Ramesh Arora (name changed), a mid-level executive at a public sector undertaking, has had his 80-year-old mother admitted twice in the past year to an upscale hospital.
Both times, he didn't spend any money, though the bill crossed R1 lakh. His employer offers him a group health insurance policy that covers the medical/hospitalisation expenses of his dependents and parents.
But life may not be the same in future. Next time, he may have to pay a good part of his mother's medical bill himself.
Non-life insurance companies — stung by high, commercially-unviable claims of those insured under corporate health schemes — have begun to raise the premiums they charge corporations offering group health insurance to their employees.
In the last two months, premiums have gone up by 25 per cent. Benefits for dependents are being curtailed, or charged higher premiums.

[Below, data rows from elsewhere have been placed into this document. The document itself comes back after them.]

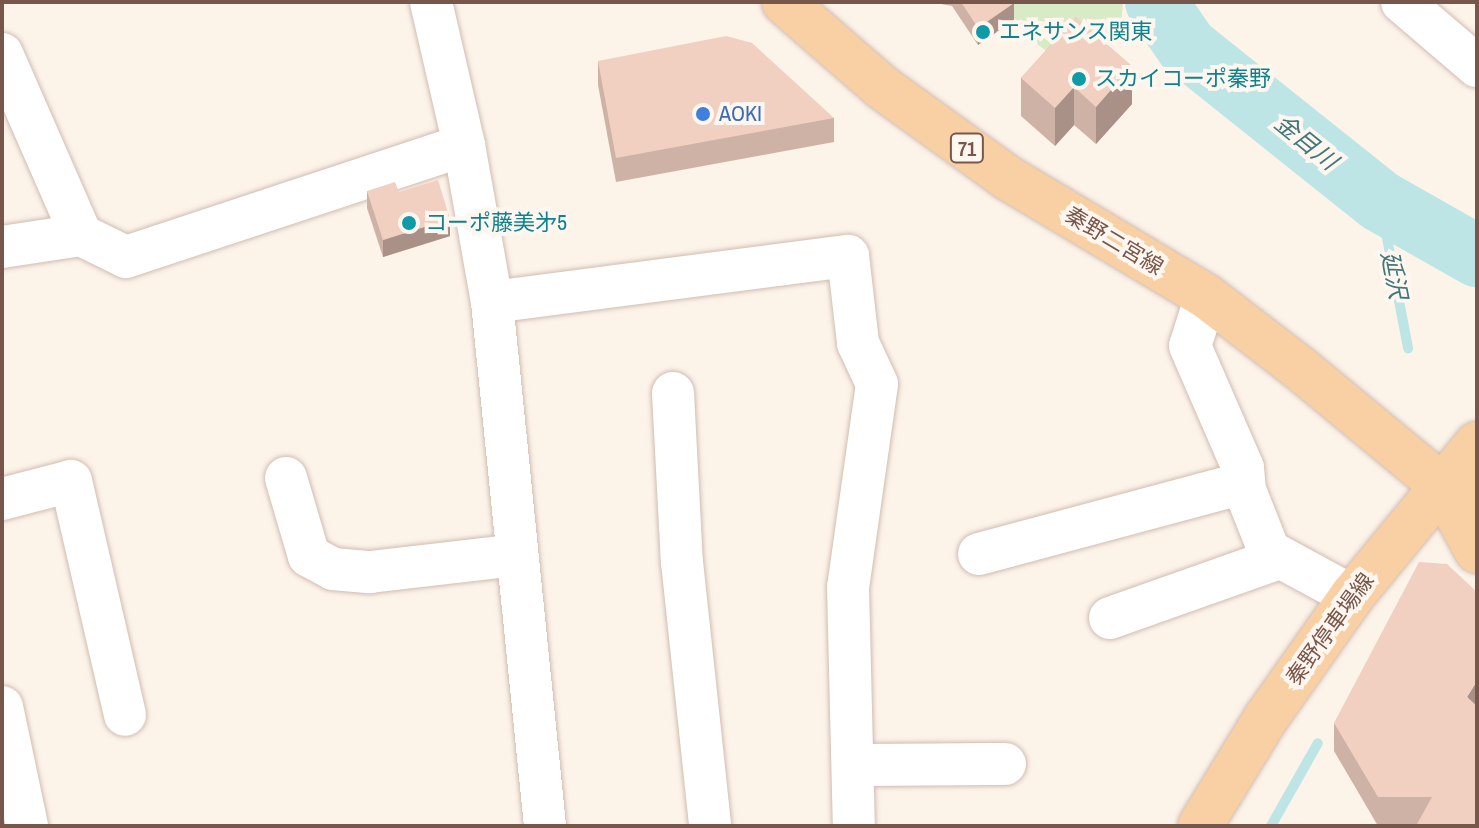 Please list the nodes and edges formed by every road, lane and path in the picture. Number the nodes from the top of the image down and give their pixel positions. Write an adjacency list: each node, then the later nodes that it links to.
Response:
1 (431, 2): 8 (street)
2 (784, 2): 11 (main road, 秦野二宮線 / 71)
3 (1402, 2): 7 (street)
4 (1441, 2): 5 (street)
5 (1477, 30)
6 (2, 54): 9 (street)
7 (1477, 66)
8 (464, 145): 9 (street); 12 (street)
9 (81, 235): 10 (street)
10 (2, 247)
11 (1206, 296): 16 (street); 17 (main road, 秦野二宮線 / 71)
12 (492, 302): 21 (street); 28 (street)
13 (673, 393): 31 (street)
14 (1477, 444): 17 (main road, 秦野停車場線)
15 (286, 478): 21 (street)
16 (1244, 483): 20 (street); 22 (street)
17 (1459, 493): 19 (main road, 71); 23 (main road, 秦野停車場線)
18 (2, 499): 26 (street)
19 (1477, 551)
20 (979, 554)
21 (517, 555): 30 (street)
22 (1279, 558): 23 (street); 24 (street)
23 (1352, 596): 33 (main road, 秦野停車場線)
24 (1110, 618)
25 (2, 707): 29 (street)
26 (125, 715)
27 (1005, 764): 28 (street)
28 (853, 765): 32 (street)
29 (27, 826)
30 (545, 826)
31 (710, 826)
32 (854, 826)
33 (1200, 826) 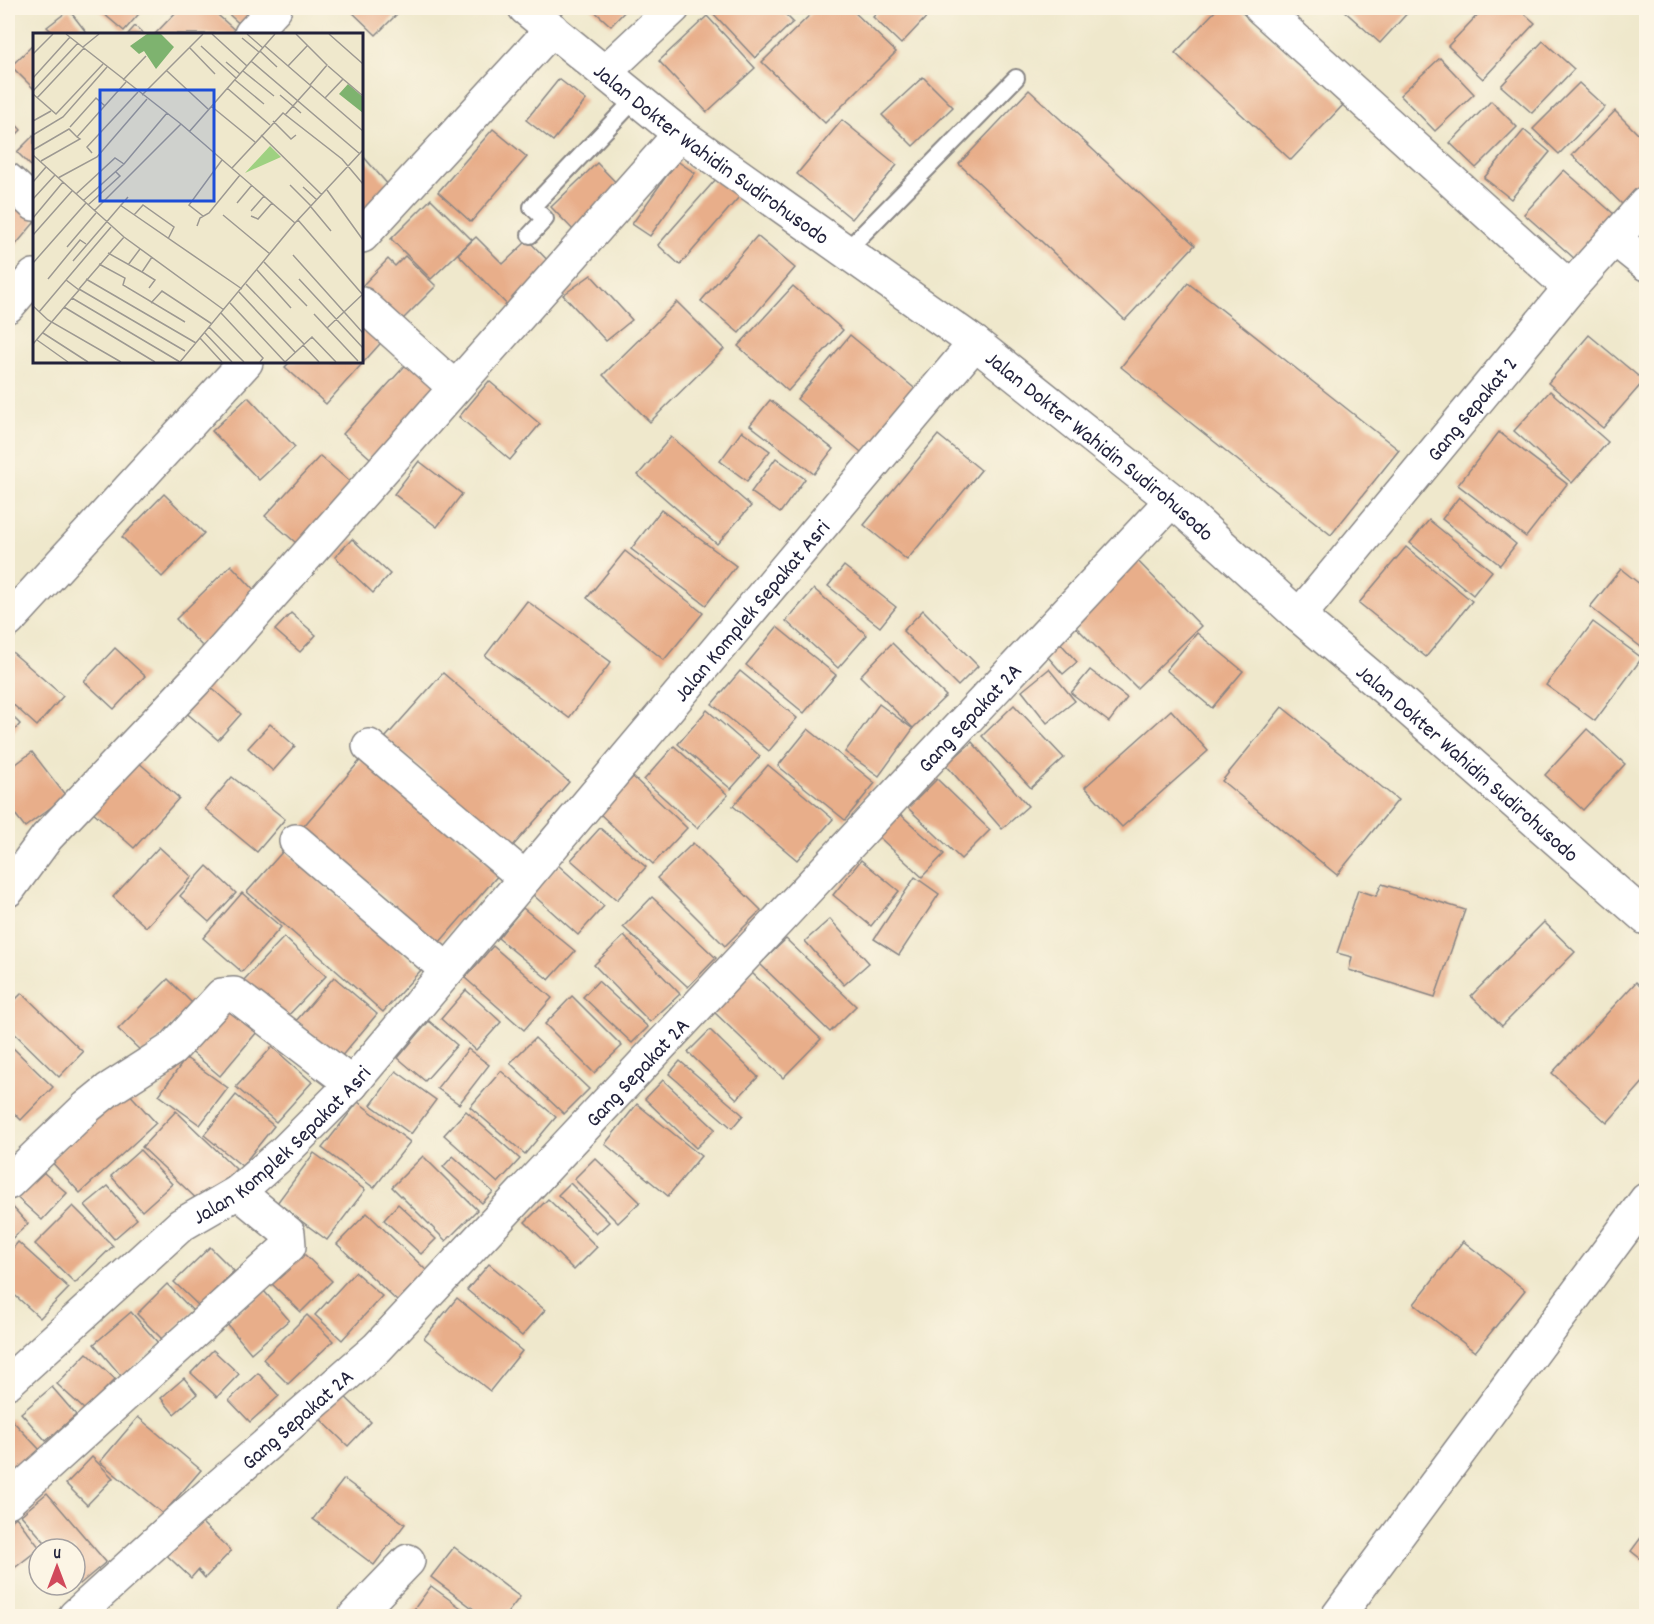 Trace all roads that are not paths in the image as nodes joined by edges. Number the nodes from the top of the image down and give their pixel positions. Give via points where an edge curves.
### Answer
1 (275, 8) edge
2 (525, 8) edge
3 (673, 8) edge
4 (1261, 8) edge
5 (552, 29) junction
6 (252, 33) edge
7 (604, 72) junction
8 (1016, 78) dead end
9 (636, 98) junction
10 (680, 134) junction
11 (8, 180) edge
12 (1647, 202) edge
13 (33, 203) edge
14 (363, 235) edge
15 (530, 235) dead end
16 (1615, 238) junction
17 (846, 251) junction
18 (1647, 264) edge
19 (33, 277) edge
20 (1570, 288) junction
21 (363, 305) edge
22 (8, 306) edge
23 (975, 343) junction
24 (245, 363) edge
25 (444, 378) dead end
26 (1172, 500) junction
27 (1299, 616) junction
28 (8, 621) edge
29 (369, 746) dead end
30 (296, 841) dead end
31 (525, 878) junction
32 (8, 891) edge
33 (1647, 918) edge
34 (447, 970) junction
35 (352, 1084) junction
36 (8, 1184) edge
37 (237, 1192) junction
38 (1647, 1200) edge
39 (8, 1382) edge
40 (8, 1501) edge
41 (408, 1561) dead end
42 (75, 1617) edge
43 (356, 1617) edge
44 (1338, 1617) edge

1 - 6 street
2 - 5 street, Jalan Dokter Wahidin Sudirohusodo
3 - 7 street
4 - 20 street
5 - 7 street, Jalan Dokter Wahidin Sudirohusodo
5 - 14 street
7 - 9 street, Jalan Dokter Wahidin Sudirohusodo
8 - 17 lane
9 - 10 street, Jalan Dokter Wahidin Sudirohusodo
9 - 15 lane via 532,207 545,219
10 - 17 street, Jalan Dokter Wahidin Sudirohusodo
10 - 32 street via 200,676 47,837
11 - 13 street
12 - 16 street, Gang Sepakat 2
16 - 18 street
16 - 20 street, Gang Sepakat 2
17 - 23 street, Jalan Dokter Wahidin Sudirohusodo
19 - 22 street
20 - 27 street, Gang Sepakat 2
21 - 25 street
23 - 26 street, Jalan Dokter Wahidin Sudirohusodo
23 - 31 street, Jalan Komplek Sepakat Asri
24 - 28 street
26 - 27 street, Jalan Dokter Wahidin Sudirohusodo
26 - 42 street, Gang Sepakat 2A via 378,1347
27 - 33 street, Jalan Dokter Wahidin Sudirohusodo
29 - 31 street
30 - 34 street
31 - 34 street, Jalan Komplek Sepakat Asri
34 - 35 street, Jalan Komplek Sepakat Asri
35 - 36 street via 234,994 222,995 172,1049 101,1095
35 - 37 street, Jalan Komplek Sepakat Asri
37 - 39 street, Jalan Komplek Sepakat Asri via 181,1225
37 - 40 street via 288,1233 289,1246
38 - 44 street
41 - 43 street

"Group insurance premiums are likely to increase about 25 per cent in the next few months," Amarnath Ananthanarayanan, CEO and MD, Bharti AXA General Insurance Co Ltd said.
"With premiums going up, many companies are looking at curbing insurance benefits to parents to keep costs under control," said Sanjay Kedia, CEO of Marsh India, an insurance broking firm.
"From this year, cover for additional benefits to dependent parents will have to be borne by the employee," said the HR director of one of India's largest IT companies, who did not wish to be named.
State-owned Mahanagar Telephone Nigam Ltd has called for fresh bids from insurance firms for health insurance cover for its retired employees. Until now, both retired and serving employees enjoyed the same insurance benefits.
"Group insurance premium is based on the claims employees of companies make. In most cases, claims are high," said M. Ramadoss, CMD of government-owned New India Assurance Company.